Well, it’s back to school tomorrow and, like each summer, I didn’t accomplish nearly as much as I had hoped, but probably accomplished more than I should have expected.

I had a chance to meet and network with a number of physics teachers in the area, making some new friends in the process.  I spent quality time with my daughter, including a trip to Sesame Place outside of Philadelphia, a family reunion at my folks’ riverhouse, and quite a few fun days at the zoo.  I taught a few classes at RIT, worked with Rochester City School District teachers on developing and training in Problem-Based Learning (PBL), and even found a few spare moments to read purely for entertainment!

One of my major goals this summer was to get a good start on the “Honors Physics” book. Last spring when APlusPhysics: Your Guide to Regents Physics Essentials came out, I received lots of great feedback, especially from students, but also heard from a number of physics teachers in other states asking about a version of the text that wasn’t limited to the NY Regents curriculum, but was generalized for a typical Honors Physics class.

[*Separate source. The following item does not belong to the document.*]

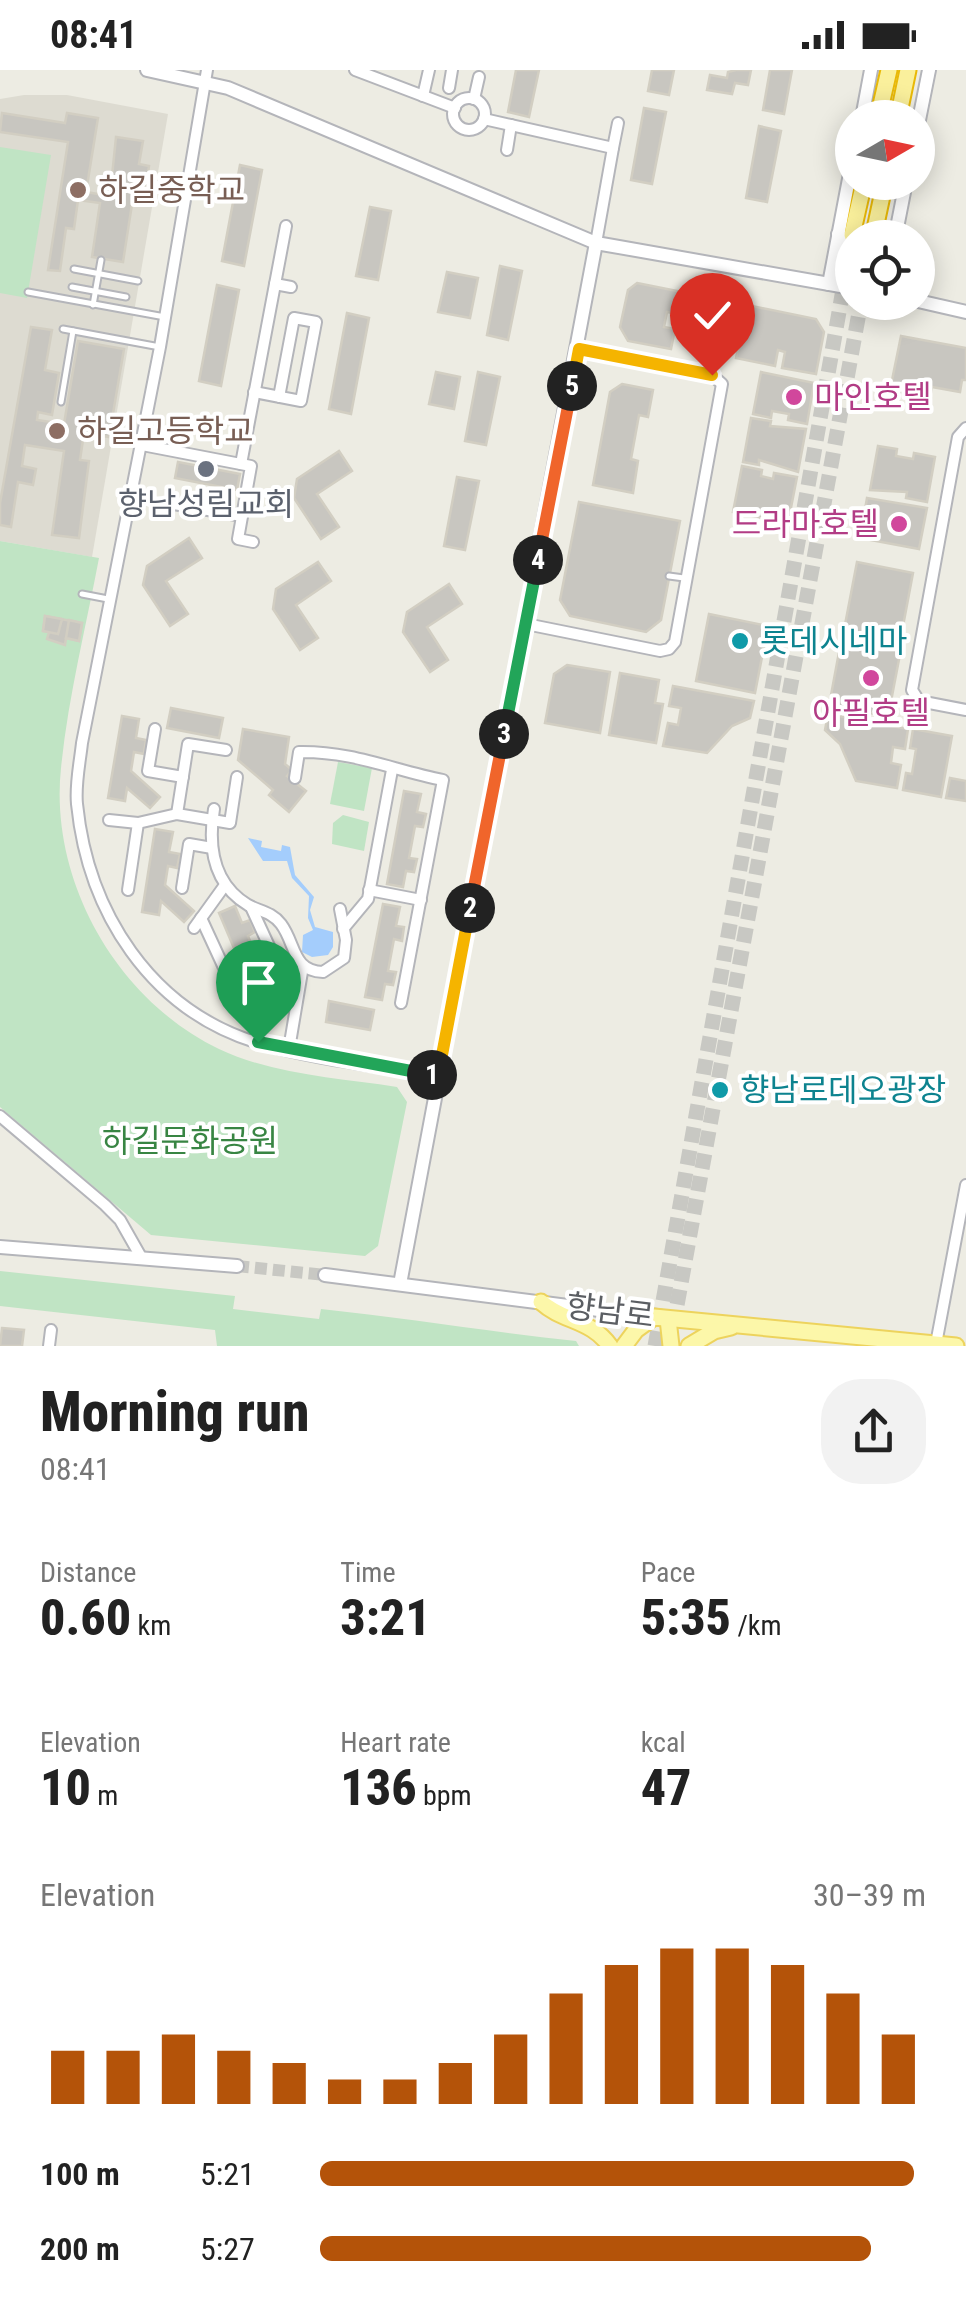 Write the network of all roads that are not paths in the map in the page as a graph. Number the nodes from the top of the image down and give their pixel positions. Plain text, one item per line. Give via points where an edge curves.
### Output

Initially I had planned this follow-on book to be a guidebook for the AP-1 program when the AP-B course was split, but after several years of fuzzy timelines and fuzzier details, I decided to start on the physics review book I had initially wanted to write. Taking input from those who were kind enough to give me feedback, as well as targeting the book as a rough attempt at hitting the AP-1 targets with what tentative details I could scrounge from the powers that be, I finished my outline up in the spring.

What I found, however, was that this undertaking was considerably slower than the Regents review book. Why, you might ask? Well, to begin with, the Regents Physics curriculum is a “minimum” aptitude test, in my opinion, which makes it fairly shallow. Further, the test is well established and in the public domain, providing oodles and oodles of questions to pull from, both for tailoring of instruction, as well as for inclusion of examples. Finally, after having taught 10 Regents Physics sections in the past three years, I don’t think it would be a stretch to state that I could recite the curriculum in my sleep.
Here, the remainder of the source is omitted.